The wellhead 104 defines an attachment point for other equipment of the well system 100 to attach to the well 102. For example, the wellhead 104 can include a Christmas tree structure including valves used to regulate flow into or out of the wellbore 102, casing attachments such as casing spool outlets that connect to the casing annulus(es), a combination of these elements, or other structures incorporated in the wellhead 104. In the example well system 100 of FIG. 1, a well string 112 is shown as having been lowered from the wellhead 104 at the surface 105 into the wellbore 102. In some instances, the well string 112 is a series of jointed lengths of tubing coupled end-to-end or a continuous (or, not jointed) coiled tubing. The well string 112 can make up a work string, testing string, production string, drill string, or other well string used during the lifetime of the well system 100. The well string 112 can include a number of different well tools that can drill, test, produce, intervene, or otherwise engage the wellbore 102. For example, FIG. 1 shows the well string 112 as including a well tool 114 at a bottommost, downhole end of the well string 112.


The example well system 100 also includes a well treatment system 116 fluidly connected to the wellhead 104, for example, by a fluid conduit 118. The well treatment system 116 provides sealant material to the wellhead 104, which directs the sealant to a location within the well system 100. For example, components of the well system 100, such as the cement of the first annulus 109 or the cement of the second annulus 111, can include fluid loss openings that allow unwanted fluid migration within the wellbore 102, the annuluses, or other locations in the well system 100. The fluid loss openings can include cracks, fractures, perforations, or other openings that allow unwanted fluid flow or leaks.

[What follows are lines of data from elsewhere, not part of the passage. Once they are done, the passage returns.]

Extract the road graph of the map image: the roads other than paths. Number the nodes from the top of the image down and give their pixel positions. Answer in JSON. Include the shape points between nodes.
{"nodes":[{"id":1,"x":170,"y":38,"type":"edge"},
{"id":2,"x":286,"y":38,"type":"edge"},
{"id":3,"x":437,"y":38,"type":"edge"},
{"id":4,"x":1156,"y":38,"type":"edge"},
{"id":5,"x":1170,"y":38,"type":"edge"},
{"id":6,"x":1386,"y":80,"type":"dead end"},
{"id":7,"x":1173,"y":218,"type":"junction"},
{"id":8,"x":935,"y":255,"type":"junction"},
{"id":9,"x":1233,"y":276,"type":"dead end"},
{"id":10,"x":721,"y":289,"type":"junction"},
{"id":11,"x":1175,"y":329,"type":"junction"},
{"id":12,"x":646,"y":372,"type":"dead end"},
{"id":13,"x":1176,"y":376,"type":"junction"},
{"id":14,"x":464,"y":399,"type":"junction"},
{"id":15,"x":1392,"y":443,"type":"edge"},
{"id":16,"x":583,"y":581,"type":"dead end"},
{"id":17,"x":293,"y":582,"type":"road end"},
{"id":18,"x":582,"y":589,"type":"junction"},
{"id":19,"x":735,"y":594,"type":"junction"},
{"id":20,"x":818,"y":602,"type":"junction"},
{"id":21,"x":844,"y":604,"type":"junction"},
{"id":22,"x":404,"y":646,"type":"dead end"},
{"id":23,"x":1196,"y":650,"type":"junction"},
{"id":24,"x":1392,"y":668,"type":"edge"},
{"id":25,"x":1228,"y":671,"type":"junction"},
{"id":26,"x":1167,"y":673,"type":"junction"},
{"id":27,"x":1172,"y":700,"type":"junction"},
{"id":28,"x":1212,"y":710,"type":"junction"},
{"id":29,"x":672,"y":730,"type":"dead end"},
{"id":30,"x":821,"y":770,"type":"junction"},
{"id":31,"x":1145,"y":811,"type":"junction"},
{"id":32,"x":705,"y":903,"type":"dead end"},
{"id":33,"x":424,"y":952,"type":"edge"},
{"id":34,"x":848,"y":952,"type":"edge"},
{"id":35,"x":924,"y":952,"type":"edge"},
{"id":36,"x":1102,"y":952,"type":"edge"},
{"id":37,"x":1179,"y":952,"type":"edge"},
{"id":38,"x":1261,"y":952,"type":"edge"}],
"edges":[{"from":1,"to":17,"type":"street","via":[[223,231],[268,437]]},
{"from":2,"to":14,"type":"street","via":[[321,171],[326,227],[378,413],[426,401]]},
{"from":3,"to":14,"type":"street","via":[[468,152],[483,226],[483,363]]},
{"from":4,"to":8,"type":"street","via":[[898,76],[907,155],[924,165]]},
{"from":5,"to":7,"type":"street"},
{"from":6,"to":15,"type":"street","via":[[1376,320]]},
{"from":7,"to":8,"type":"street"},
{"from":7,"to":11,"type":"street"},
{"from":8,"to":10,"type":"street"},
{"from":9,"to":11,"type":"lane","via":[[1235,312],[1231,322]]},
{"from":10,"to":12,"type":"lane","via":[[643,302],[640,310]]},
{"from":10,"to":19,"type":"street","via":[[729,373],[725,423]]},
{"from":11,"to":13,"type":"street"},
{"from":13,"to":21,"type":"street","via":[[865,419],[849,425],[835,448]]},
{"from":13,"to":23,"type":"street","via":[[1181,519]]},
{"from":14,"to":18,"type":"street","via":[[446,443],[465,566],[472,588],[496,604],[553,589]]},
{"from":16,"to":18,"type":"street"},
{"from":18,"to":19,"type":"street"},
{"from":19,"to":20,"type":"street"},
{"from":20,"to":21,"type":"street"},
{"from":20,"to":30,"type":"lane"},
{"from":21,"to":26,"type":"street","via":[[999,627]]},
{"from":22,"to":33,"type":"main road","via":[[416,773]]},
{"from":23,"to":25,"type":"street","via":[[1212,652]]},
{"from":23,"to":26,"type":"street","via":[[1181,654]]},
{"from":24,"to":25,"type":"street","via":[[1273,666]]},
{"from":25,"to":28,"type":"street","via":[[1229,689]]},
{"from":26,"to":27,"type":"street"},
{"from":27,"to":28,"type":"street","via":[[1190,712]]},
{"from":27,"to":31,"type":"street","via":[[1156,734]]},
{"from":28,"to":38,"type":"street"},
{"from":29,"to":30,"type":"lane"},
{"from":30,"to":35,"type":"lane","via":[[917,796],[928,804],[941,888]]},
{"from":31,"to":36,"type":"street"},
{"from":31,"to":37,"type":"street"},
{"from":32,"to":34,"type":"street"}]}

The well treatment system 116 provides sealant material to one or more of these fluid loss openings to seal, partially or completely, the one or more fluid loss openings to reduce or prevent fluid migration through the one or more fluid loss openings.



FIG. 2 is a schematic view of the example well treatment system 116, which can be used in the well system 100 of FIG. 1. The well treatment system 116 produces a sealant composition in gaseous form, and provides the gaseous sealant to a desired portion of a wellbore, such as wellbore 102. For example, referring to FIGS. 1 and 2, the example well treatment system 116 can provide a gaseous sealant to the wellhead 104, in particular, a casing spool side flange of the wellhead 104, and the wellhead 104 can direct the gaseous sealant to an annulus of the wellbore 102, such as the first annulus 109, the second annulus 111, or another annulus or CCA of the wellbore 102. Since the first annulus 109 and second annulus 111 are cemented, the gaseous sealant can be injected into one or more of these annuluses, can flow to and through any fluid loss openings in the cement of these annuluses, and can cool to a solid-phase or liquid-phase sealant to fill, plug, block, or otherwise seal the fluid loss openings in the cement. For example, a buildup of high pressure in the cemented annulus monitored by a pressure gauge at a casing spool outlet flange can signify the presence of micro-cracks formed in the cement. In response to this monitored high pressure, a sealant injection process can proceed to seal, partially or completely, the fluid communication channels in the cement in the annulus.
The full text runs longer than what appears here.